TASK PROMPT >> Return all lines from the entries below in which the word "Titibatu" is present.

Collected data entries >>
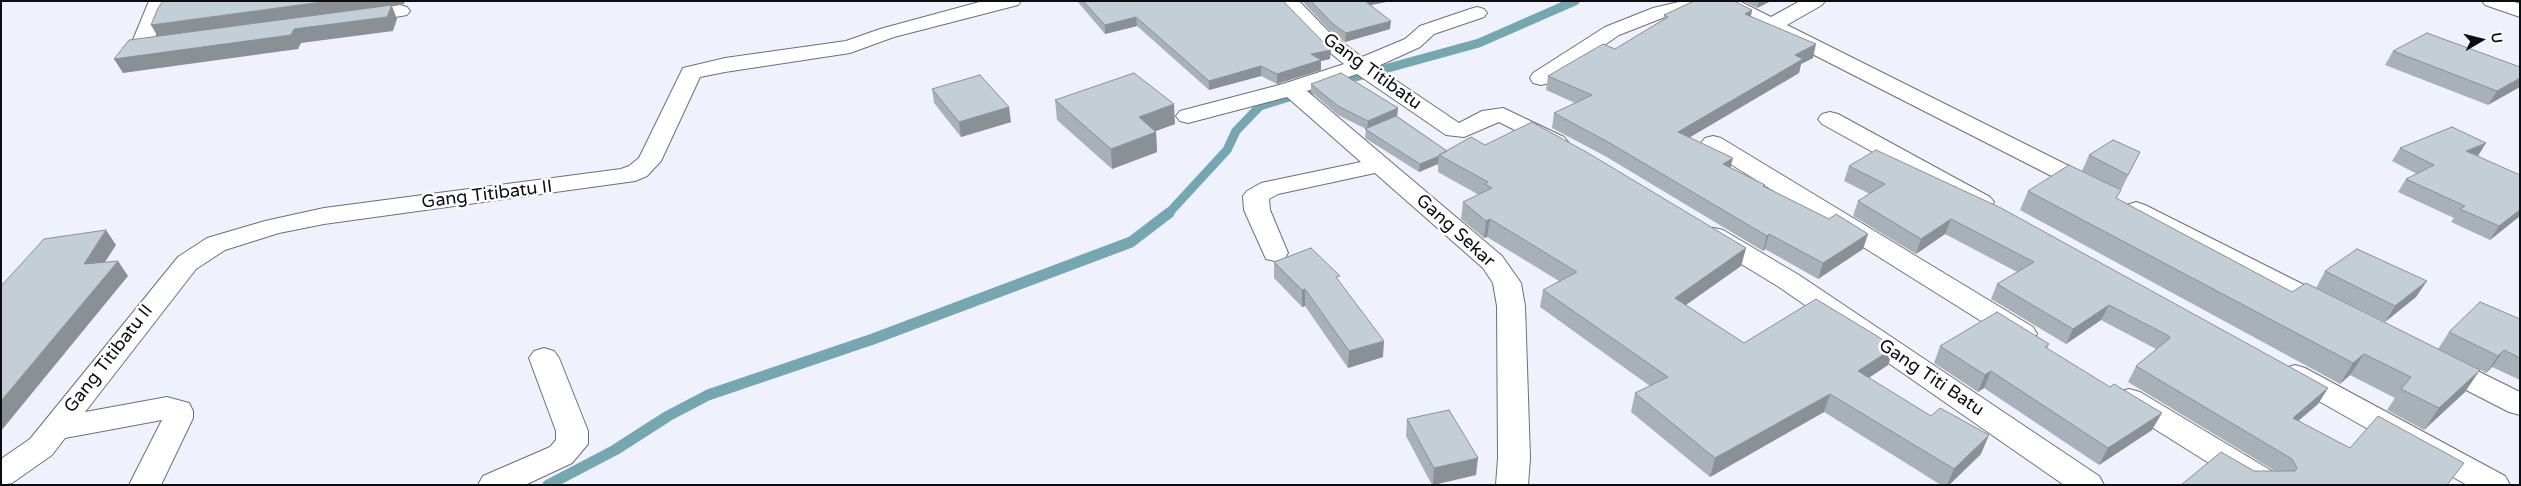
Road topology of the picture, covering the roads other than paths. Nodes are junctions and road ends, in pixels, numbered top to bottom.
1 (159, 1) edge
2 (1011, 1) edge
3 (1287, 1) edge
4 (1815, 1) edge
5 (2492, 1) edge
6 (400, 11) dead end
7 (2520, 11) edge
8 (1477, 14) dead end
9 (343, 19) edge
10 (1772, 24) junction
11 (189, 40) edge
12 (1368, 71) junction
13 (1541, 78) dead end
14 (1295, 93) junction
15 (1188, 116) dead end
16 (1830, 119) dead end
17 (1713, 143) dead end
18 (1579, 154) edge
19 (1380, 165) junction
20 (2005, 215) edge
21 (1697, 225) edge
22 (1275, 253) dead end
23 (2352, 320) edge
24 (2042, 345) edge
25 (2422, 356) edge
26 (544, 358) dead end
27 (2276, 364) edge
28 (2109, 386) edge
29 (2520, 405) edge
30 (55, 429) junction
31 (1, 475) edge
32 (145, 485) edge
33 (494, 485) edge
34 (1512, 485) edge
35 (2088, 485) edge
36 (2269, 485) edge
37 (2494, 485) edge

1 - 11 street
2 - 30 street, Gang Titibatu II
3 - 12 street, Gang Titibatu
4 - 10 street
5 - 7 street
6 - 9 street
8 - 12 street
10 - 13 street
10 - 23 street
12 - 14 street
12 - 18 street, Gang Titibatu
14 - 15 street
14 - 19 street, Gang Sekar
16 - 20 street
17 - 24 street
19 - 22 street
19 - 34 street, Gang Sekar
21 - 35 street, Gang Titi Batu
25 - 29 street
26 - 33 street
27 - 37 street
28 - 36 street
30 - 31 street, Gang Titibatu II
30 - 32 street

EXERCISE OUTPUT >>
2 - 30 street, Gang Titibatu II
3 - 12 street, Gang Titibatu
12 - 18 street, Gang Titibatu
30 - 31 street, Gang Titibatu II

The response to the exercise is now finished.